- **EXERCISE**
What lines of the data below hold the string "image"? Copy each one out.

- **MATERIALS PROVIDED**
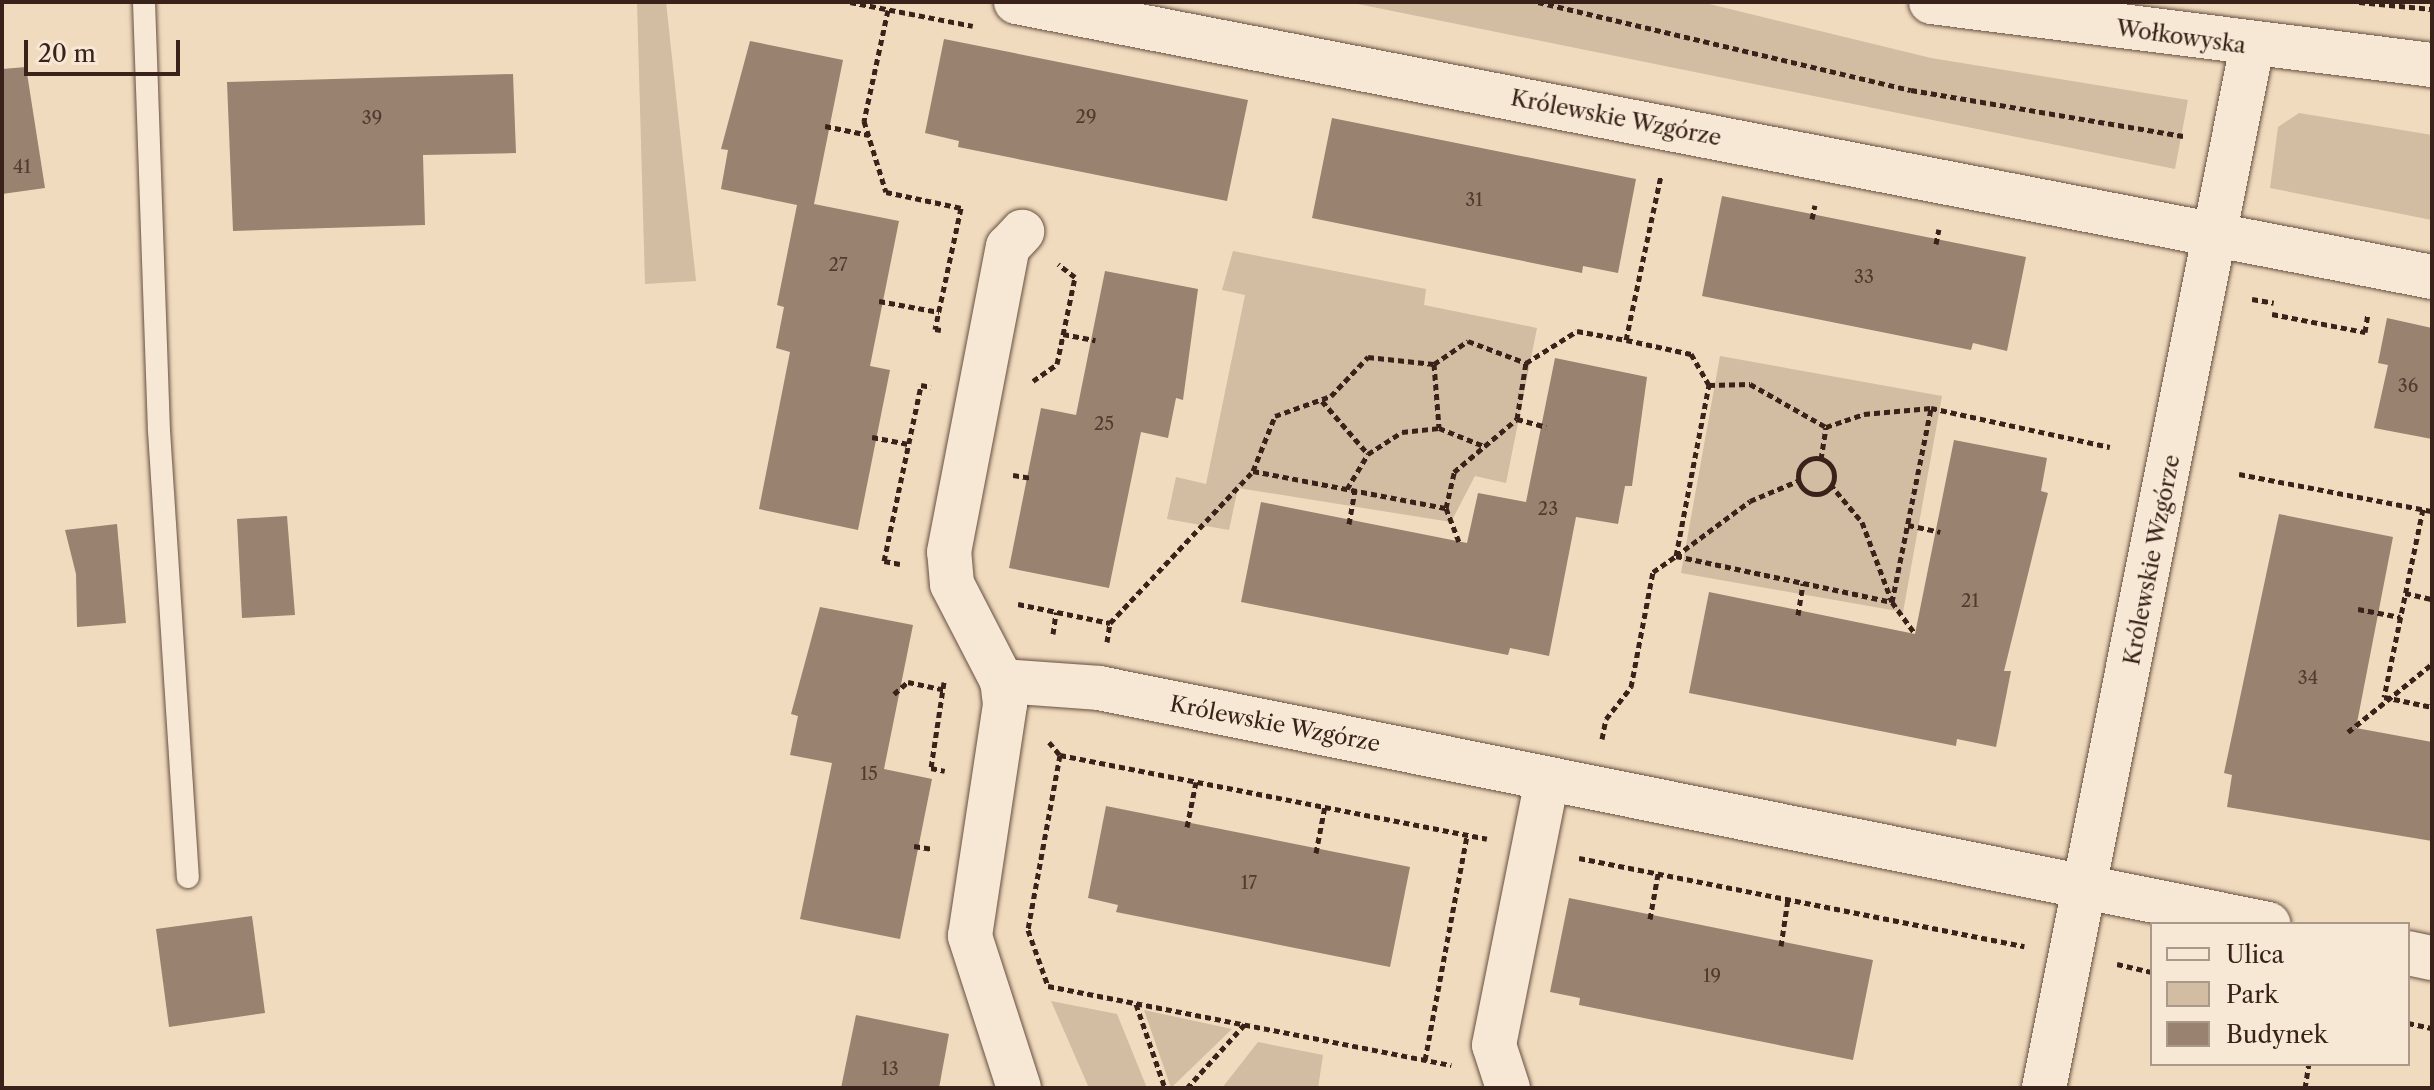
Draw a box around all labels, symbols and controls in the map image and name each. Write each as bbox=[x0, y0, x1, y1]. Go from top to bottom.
...
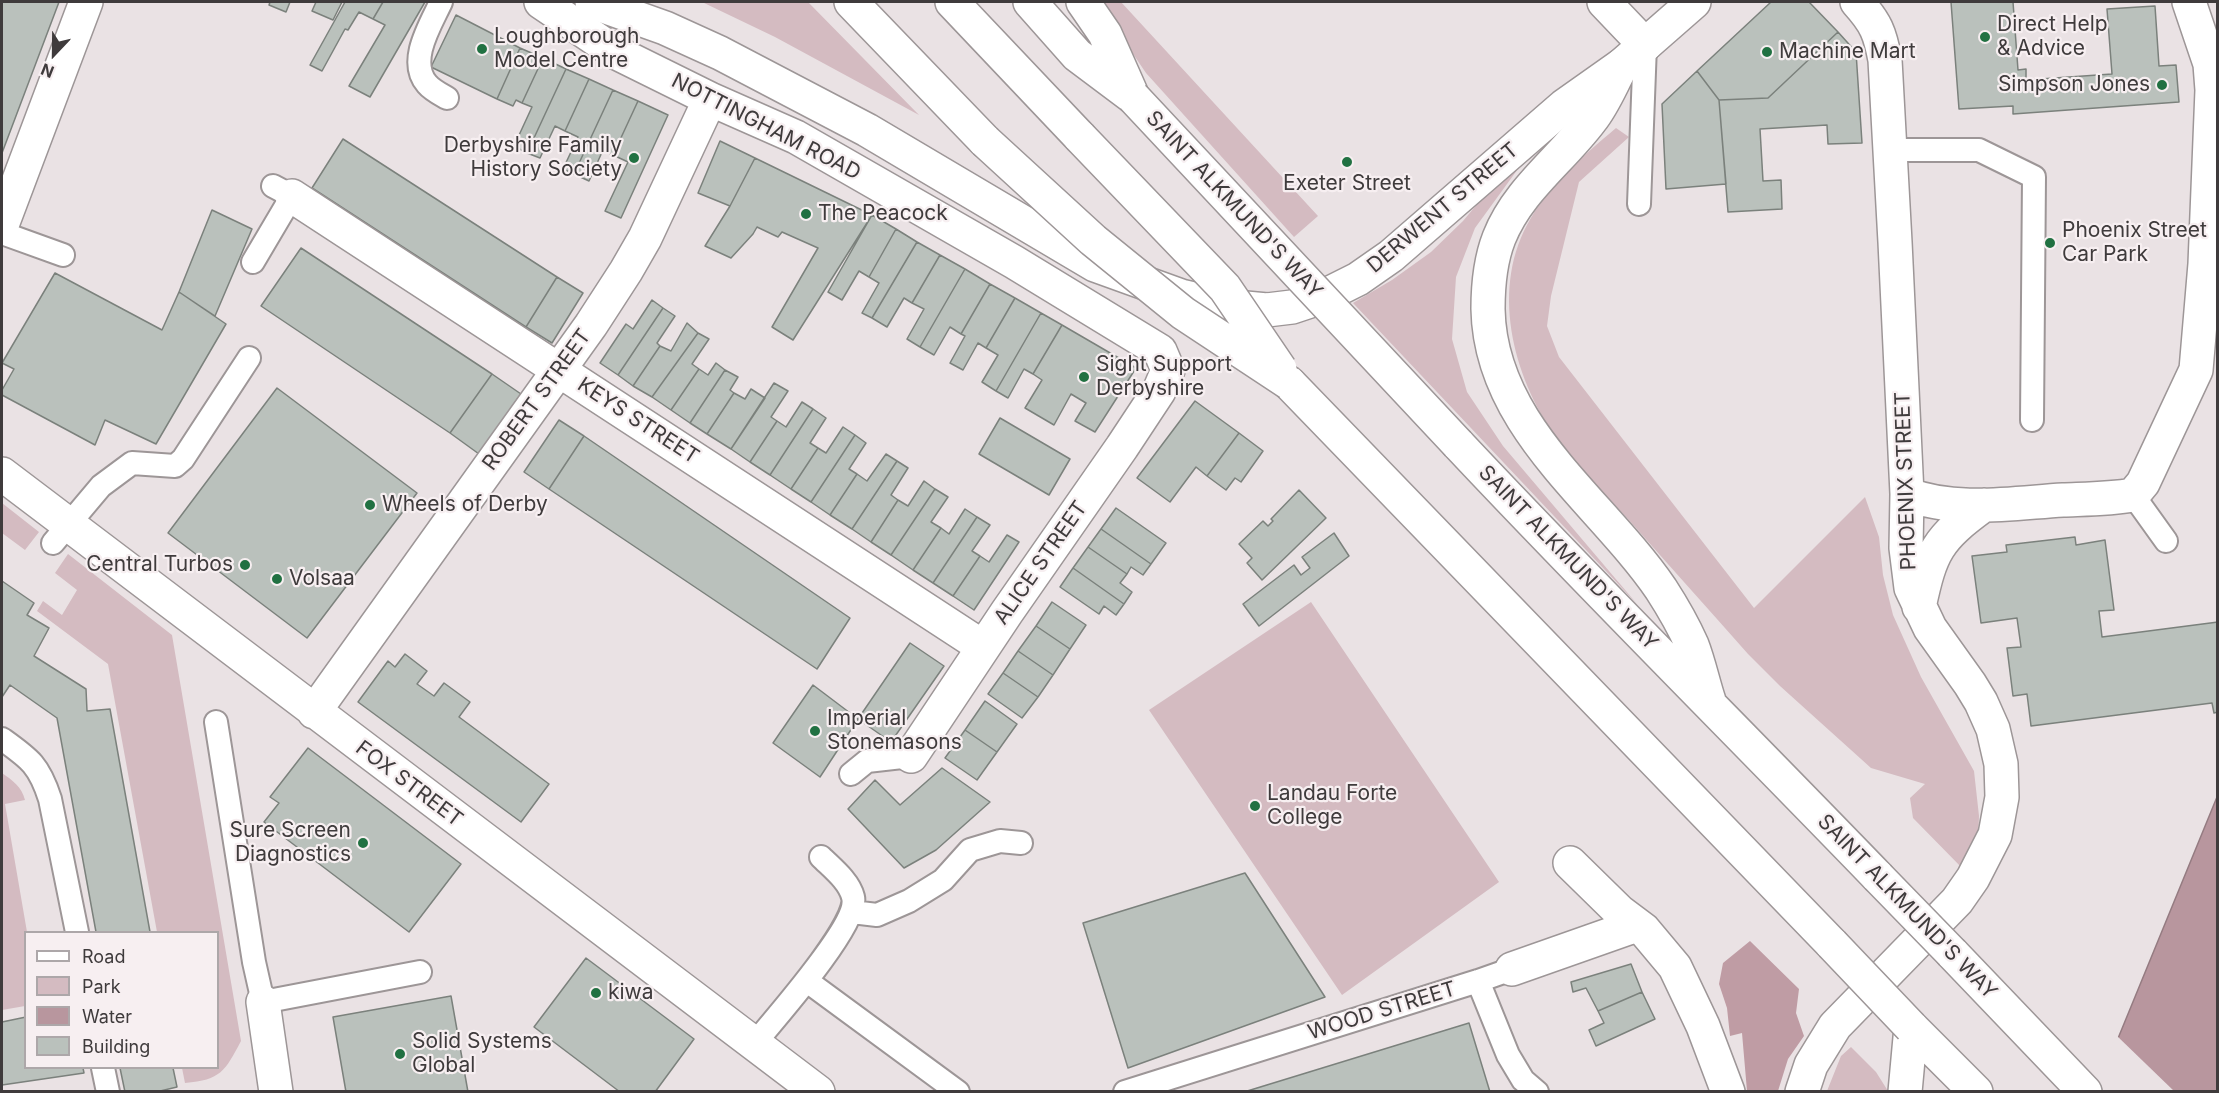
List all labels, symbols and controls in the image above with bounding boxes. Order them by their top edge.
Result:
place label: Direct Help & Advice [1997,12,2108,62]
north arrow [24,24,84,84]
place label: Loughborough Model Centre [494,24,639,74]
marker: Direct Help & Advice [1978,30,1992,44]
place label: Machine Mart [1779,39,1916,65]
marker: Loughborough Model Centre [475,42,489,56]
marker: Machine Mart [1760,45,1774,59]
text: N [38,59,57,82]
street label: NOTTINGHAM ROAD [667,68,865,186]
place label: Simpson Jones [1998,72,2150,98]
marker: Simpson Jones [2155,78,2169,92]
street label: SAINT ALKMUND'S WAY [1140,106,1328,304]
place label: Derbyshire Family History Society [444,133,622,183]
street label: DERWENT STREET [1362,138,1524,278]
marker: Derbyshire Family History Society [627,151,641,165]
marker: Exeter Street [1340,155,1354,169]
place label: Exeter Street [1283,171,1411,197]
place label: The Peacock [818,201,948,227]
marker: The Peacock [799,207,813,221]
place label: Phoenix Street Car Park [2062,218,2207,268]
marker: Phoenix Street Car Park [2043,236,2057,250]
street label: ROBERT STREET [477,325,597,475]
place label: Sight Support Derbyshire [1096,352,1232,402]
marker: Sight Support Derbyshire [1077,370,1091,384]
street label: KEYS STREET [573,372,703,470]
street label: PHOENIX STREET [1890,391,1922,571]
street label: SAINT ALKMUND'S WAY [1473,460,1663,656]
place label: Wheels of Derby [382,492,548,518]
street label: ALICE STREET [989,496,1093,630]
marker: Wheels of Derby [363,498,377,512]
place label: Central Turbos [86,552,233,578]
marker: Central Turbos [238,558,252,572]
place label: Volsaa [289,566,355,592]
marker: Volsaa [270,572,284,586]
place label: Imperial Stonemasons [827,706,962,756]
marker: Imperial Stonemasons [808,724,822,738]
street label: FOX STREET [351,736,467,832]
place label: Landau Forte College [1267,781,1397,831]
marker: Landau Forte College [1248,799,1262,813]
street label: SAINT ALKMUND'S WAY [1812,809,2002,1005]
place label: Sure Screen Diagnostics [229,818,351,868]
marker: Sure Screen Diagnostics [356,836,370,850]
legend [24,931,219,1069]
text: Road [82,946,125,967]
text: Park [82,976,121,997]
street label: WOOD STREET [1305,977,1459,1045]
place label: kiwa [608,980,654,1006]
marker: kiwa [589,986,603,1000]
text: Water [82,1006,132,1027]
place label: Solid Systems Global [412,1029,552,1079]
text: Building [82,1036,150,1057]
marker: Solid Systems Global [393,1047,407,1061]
---
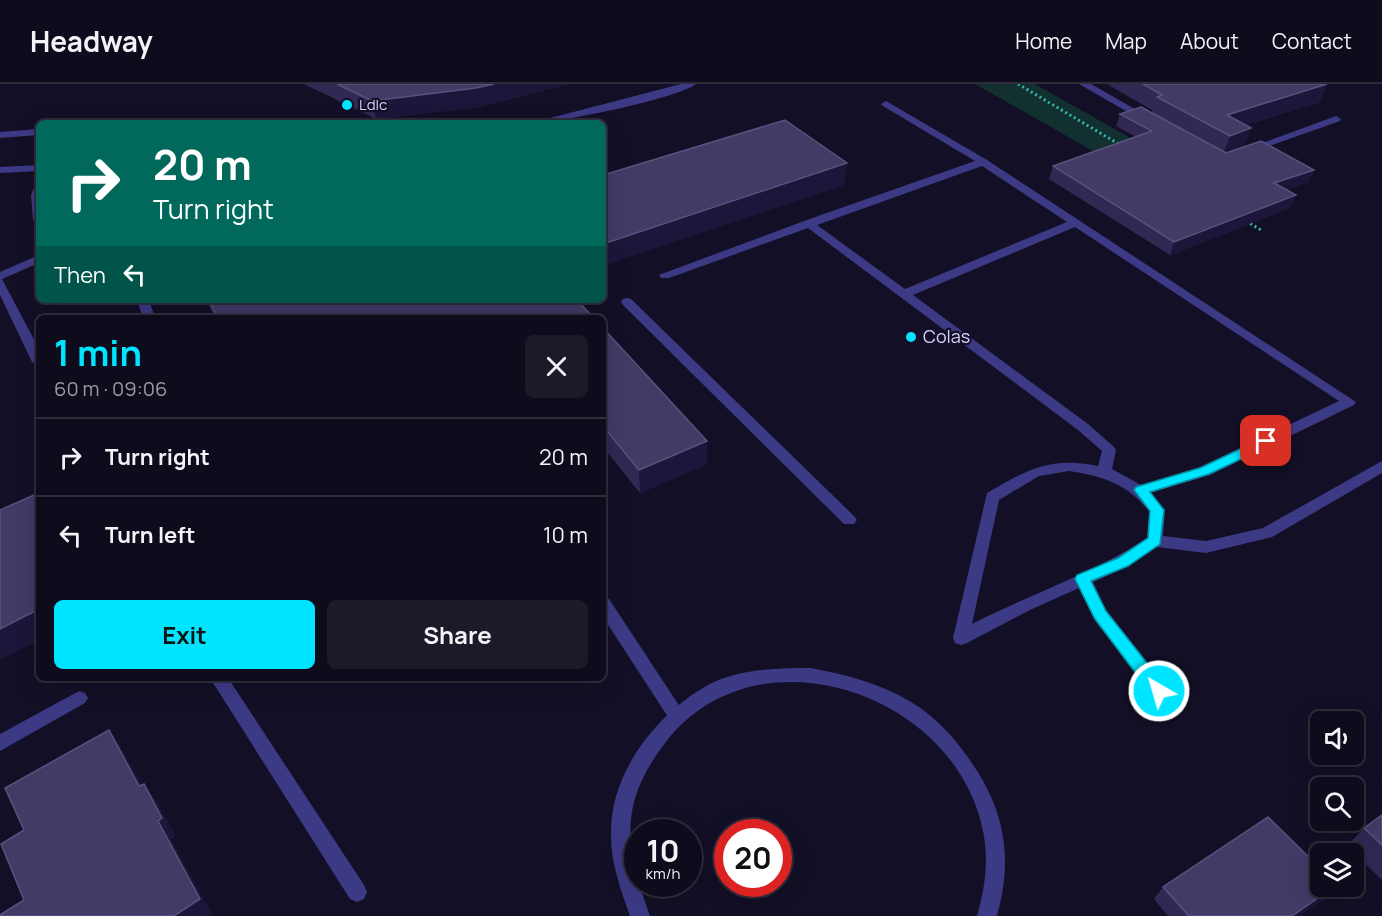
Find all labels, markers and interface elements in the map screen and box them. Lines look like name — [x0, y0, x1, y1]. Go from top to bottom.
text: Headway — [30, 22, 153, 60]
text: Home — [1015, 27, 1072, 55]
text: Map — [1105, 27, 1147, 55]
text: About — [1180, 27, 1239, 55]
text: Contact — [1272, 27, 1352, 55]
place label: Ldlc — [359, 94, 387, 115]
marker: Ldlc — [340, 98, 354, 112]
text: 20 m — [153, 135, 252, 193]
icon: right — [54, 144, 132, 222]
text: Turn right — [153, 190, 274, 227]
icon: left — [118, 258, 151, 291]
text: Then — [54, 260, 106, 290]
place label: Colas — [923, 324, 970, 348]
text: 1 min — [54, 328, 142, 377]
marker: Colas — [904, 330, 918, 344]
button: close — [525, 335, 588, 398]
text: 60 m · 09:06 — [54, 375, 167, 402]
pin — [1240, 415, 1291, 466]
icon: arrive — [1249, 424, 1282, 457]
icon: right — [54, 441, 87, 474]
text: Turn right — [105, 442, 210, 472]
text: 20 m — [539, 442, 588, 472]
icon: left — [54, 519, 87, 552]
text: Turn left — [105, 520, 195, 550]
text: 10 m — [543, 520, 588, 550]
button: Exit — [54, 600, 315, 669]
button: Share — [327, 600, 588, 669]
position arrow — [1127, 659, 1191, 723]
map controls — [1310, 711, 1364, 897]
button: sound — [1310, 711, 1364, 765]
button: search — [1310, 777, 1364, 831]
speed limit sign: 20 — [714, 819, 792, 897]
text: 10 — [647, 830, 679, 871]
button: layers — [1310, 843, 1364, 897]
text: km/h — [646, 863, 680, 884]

- **ANSWER FOR THIS EXERCISE**
Draw a box around all labels, symbols and controls in the map image and name each. Write each as bbox=[x0, y0, x1, y1]. Go from top to bottom.
List all labels, symbols and controls in the image above with bounding boxes. Order them by their top edge.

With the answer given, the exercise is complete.